[WHAT TO DO]
All of the entries are to be repeated exactly, with no pictures included.
+++ EXCERPTED RECORDS +++
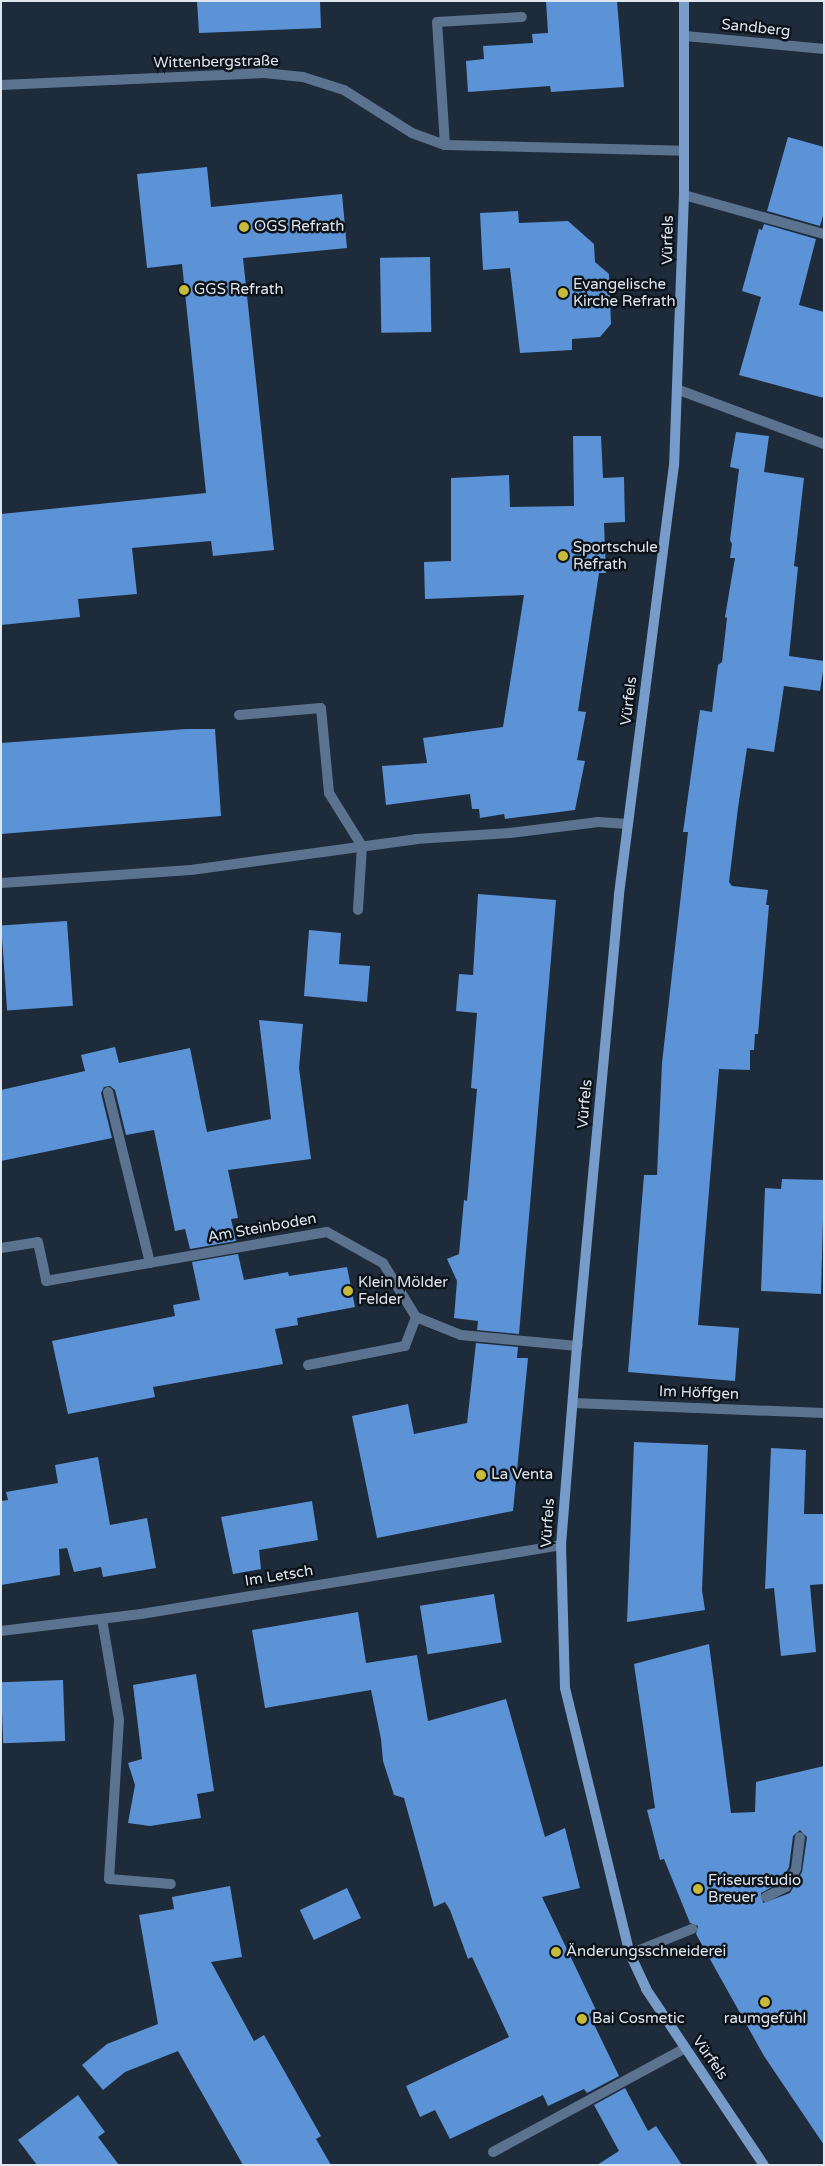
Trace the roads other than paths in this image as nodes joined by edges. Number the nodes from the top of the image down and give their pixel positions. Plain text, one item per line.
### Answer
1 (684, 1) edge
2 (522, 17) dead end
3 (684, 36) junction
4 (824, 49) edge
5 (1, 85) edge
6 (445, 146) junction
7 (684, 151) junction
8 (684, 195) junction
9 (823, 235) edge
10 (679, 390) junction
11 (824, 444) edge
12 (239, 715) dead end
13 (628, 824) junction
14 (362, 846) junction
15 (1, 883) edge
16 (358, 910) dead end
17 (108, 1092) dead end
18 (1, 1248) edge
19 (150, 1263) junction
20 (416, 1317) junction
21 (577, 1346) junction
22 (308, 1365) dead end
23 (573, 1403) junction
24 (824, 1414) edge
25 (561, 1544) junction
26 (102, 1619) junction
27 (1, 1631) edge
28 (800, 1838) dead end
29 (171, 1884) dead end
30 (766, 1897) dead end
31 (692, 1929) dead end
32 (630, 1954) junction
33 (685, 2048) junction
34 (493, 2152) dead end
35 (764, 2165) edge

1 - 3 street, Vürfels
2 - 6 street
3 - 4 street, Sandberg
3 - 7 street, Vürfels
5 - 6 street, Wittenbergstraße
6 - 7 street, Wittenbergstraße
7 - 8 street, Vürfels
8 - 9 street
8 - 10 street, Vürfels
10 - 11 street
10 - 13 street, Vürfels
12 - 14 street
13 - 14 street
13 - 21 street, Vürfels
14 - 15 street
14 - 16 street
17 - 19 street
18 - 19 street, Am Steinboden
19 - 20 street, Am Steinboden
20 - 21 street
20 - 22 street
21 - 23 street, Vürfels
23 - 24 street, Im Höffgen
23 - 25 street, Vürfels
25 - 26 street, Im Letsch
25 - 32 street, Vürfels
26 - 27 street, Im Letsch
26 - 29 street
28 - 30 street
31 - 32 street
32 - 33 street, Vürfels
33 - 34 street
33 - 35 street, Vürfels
+++
[SOLVED PROBLEM]
Trace the roads other than paths in this image as nodes joined by edges. Number the nodes from the top of the image down and give their pixel positions. Plain text, one item per line.
### Answer
1 (684, 1) edge
2 (522, 17) dead end
3 (684, 36) junction
4 (824, 49) edge
5 (1, 85) edge
6 (445, 146) junction
7 (684, 151) junction
8 (684, 195) junction
9 (823, 235) edge
10 (679, 390) junction
11 (824, 444) edge
12 (239, 715) dead end
13 (628, 824) junction
14 (362, 846) junction
15 (1, 883) edge
16 (358, 910) dead end
17 (108, 1092) dead end
18 (1, 1248) edge
19 (150, 1263) junction
20 (416, 1317) junction
21 (577, 1346) junction
22 (308, 1365) dead end
23 (573, 1403) junction
24 (824, 1414) edge
25 (561, 1544) junction
26 (102, 1619) junction
27 (1, 1631) edge
28 (800, 1838) dead end
29 (171, 1884) dead end
30 (766, 1897) dead end
31 (692, 1929) dead end
32 (630, 1954) junction
33 (685, 2048) junction
34 (493, 2152) dead end
35 (764, 2165) edge

1 - 3 street, Vürfels
2 - 6 street
3 - 4 street, Sandberg
3 - 7 street, Vürfels
5 - 6 street, Wittenbergstraße
6 - 7 street, Wittenbergstraße
7 - 8 street, Vürfels
8 - 9 street
8 - 10 street, Vürfels
10 - 11 street
10 - 13 street, Vürfels
12 - 14 street
13 - 14 street
13 - 21 street, Vürfels
14 - 15 street
14 - 16 street
17 - 19 street
18 - 19 street, Am Steinboden
19 - 20 street, Am Steinboden
20 - 21 street
20 - 22 street
21 - 23 street, Vürfels
23 - 24 street, Im Höffgen
23 - 25 street, Vürfels
25 - 26 street, Im Letsch
25 - 32 street, Vürfels
26 - 27 street, Im Letsch
26 - 29 street
28 - 30 street
31 - 32 street
32 - 33 street, Vürfels
33 - 34 street
33 - 35 street, Vürfels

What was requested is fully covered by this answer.